Discovered GCP Resource Types
AttackLens discovers 65+ GCP resource types across multiple service categories:
| Category | Examples |
|---|---|
| Compute | Compute Engine VMs, Instance Templates, Instance Groups, Disks, Snapshots, Images |
| Kubernetes | GKE Clusters, Node Pools |
| Network | VPC Networks, Subnets, Firewalls, Routes, Cloud NAT, Load Balancers, Cloud Armor, Cloud DNS, VPN Tunnels |
| Storage | Cloud Storage Buckets (with IAM, encryption, and lifecycle policies) |
| Databases | Cloud SQL (MySQL, PostgreSQL, SQL Server), Cloud Spanner, Bigtable, Firestore, Memorystore |
| Security & Identity | Service Accounts, IAM Roles, IAM Policies, KMS Key Rings, KMS Keys |
| Serverless | Cloud Functions, Cloud Run, App Engine |
| Monitoring | Cloud Logging Sinks, Alert Policies, Uptime Checks |
| Messaging | Pub/Sub Topics, Pub/Sub Subscriptions |
| Data | BigQuery Datasets, Dataflow Jobs, Dataproc Clusters |
Security Best Practices
- Use a dedicated service account: Do not reuse service accounts from other integrations.
- Follow the principle of least privilege: The Viewer + Security Reviewer combination provides the minimum access needed.
- Delete the JSON key file after entering the credentials into AttackLens.

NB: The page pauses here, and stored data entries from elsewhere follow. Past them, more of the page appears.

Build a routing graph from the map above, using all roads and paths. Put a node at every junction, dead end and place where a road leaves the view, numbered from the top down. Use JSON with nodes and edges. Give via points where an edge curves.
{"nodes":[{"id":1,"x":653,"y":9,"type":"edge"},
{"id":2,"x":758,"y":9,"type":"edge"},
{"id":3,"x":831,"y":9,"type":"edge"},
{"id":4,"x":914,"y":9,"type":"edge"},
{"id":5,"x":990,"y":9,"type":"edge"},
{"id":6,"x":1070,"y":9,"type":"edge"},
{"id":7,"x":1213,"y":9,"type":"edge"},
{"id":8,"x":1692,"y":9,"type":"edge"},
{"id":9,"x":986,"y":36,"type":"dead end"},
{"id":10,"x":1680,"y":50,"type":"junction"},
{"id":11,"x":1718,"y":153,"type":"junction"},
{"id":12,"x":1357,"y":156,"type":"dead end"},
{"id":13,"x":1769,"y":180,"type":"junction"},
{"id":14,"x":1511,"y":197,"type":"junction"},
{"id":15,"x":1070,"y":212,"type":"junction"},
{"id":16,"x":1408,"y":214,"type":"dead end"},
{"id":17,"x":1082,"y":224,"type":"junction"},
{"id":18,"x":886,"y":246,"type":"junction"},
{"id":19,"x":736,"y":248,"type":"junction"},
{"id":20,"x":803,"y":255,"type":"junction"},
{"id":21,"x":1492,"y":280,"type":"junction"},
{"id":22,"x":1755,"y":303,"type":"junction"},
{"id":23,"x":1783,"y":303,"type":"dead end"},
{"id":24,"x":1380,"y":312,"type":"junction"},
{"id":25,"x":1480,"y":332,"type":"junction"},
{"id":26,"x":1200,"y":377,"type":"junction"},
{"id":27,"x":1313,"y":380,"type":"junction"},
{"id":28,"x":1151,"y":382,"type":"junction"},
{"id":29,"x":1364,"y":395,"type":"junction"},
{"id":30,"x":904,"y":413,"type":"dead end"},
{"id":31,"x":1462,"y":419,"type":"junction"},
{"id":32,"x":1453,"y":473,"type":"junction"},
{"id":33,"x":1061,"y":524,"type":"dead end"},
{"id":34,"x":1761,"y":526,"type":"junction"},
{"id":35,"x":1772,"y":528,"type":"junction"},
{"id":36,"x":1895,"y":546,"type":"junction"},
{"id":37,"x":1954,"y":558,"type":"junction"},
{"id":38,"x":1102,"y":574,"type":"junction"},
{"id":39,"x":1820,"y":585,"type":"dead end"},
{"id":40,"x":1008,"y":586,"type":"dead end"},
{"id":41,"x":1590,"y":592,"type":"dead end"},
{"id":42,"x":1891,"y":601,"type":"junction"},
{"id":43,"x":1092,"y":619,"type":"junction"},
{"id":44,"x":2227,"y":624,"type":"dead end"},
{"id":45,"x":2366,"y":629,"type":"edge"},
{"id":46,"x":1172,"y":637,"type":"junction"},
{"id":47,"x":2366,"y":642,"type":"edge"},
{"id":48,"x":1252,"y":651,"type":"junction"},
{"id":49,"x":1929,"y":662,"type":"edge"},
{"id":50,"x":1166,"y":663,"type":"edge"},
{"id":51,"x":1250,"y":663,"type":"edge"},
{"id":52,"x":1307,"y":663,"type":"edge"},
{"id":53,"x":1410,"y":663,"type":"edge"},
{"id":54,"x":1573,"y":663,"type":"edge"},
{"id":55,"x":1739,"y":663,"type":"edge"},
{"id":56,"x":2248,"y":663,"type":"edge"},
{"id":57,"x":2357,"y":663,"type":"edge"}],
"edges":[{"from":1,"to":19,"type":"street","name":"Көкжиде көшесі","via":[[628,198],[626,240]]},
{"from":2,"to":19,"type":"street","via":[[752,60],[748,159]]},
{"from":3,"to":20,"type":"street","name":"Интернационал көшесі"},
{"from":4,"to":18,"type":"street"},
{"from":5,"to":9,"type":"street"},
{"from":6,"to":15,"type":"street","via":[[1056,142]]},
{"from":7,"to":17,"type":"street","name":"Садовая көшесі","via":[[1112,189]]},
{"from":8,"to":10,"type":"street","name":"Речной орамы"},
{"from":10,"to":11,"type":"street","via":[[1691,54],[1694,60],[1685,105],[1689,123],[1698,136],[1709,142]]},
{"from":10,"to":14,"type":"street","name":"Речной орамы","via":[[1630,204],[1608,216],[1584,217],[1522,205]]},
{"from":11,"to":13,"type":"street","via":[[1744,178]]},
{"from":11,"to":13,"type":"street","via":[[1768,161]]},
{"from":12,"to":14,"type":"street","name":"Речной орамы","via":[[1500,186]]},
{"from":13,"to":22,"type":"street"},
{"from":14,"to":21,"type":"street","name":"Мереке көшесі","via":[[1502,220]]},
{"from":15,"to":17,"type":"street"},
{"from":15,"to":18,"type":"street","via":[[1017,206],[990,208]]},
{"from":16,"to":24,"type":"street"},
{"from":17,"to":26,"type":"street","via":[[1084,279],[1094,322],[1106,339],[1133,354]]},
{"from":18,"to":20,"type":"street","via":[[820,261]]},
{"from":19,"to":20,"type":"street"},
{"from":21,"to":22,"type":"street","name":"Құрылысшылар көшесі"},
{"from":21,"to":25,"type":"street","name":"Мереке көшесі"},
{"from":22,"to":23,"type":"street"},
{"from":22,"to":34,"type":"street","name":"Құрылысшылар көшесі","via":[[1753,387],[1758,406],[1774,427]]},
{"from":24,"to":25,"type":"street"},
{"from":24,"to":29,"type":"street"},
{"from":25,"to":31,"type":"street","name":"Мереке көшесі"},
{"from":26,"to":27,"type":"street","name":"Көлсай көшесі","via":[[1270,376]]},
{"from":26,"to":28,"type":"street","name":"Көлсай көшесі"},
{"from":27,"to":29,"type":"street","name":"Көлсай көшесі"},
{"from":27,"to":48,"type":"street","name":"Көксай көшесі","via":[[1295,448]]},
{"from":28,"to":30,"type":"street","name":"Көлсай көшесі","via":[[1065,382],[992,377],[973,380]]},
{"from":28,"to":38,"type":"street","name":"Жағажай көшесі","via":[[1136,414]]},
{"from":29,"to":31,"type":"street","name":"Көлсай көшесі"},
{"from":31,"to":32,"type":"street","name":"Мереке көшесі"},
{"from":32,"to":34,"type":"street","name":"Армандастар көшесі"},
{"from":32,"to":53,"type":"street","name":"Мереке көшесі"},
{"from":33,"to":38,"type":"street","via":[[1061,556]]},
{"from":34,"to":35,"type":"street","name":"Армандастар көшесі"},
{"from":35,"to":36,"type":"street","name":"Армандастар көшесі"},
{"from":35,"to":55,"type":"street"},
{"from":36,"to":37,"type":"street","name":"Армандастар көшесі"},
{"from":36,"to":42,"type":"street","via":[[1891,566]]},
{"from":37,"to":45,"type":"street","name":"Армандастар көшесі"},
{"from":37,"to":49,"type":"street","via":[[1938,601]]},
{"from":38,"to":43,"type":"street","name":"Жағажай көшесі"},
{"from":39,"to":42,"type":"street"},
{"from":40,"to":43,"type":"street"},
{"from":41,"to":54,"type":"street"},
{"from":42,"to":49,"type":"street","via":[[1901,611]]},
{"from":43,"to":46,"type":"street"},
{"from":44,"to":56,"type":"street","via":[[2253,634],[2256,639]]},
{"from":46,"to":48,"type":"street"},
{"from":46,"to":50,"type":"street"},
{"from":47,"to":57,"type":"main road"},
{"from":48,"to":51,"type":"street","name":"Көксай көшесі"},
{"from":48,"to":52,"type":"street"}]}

The credentials are stored encrypted in AttackLens.
- Rotate keys regularly: Create a new key, update the adapter in AttackLens, then delete the old key.
- Monitor service account usage: Enable Cloud Audit Logs to track API calls made by the service account.
Next Steps
- View discovery snapshots to inspect the discovered resources.
- Manage adapters to edit, deactivate, or delete the adapter.
- Trigger a manual discovery if you make infrastructure changes.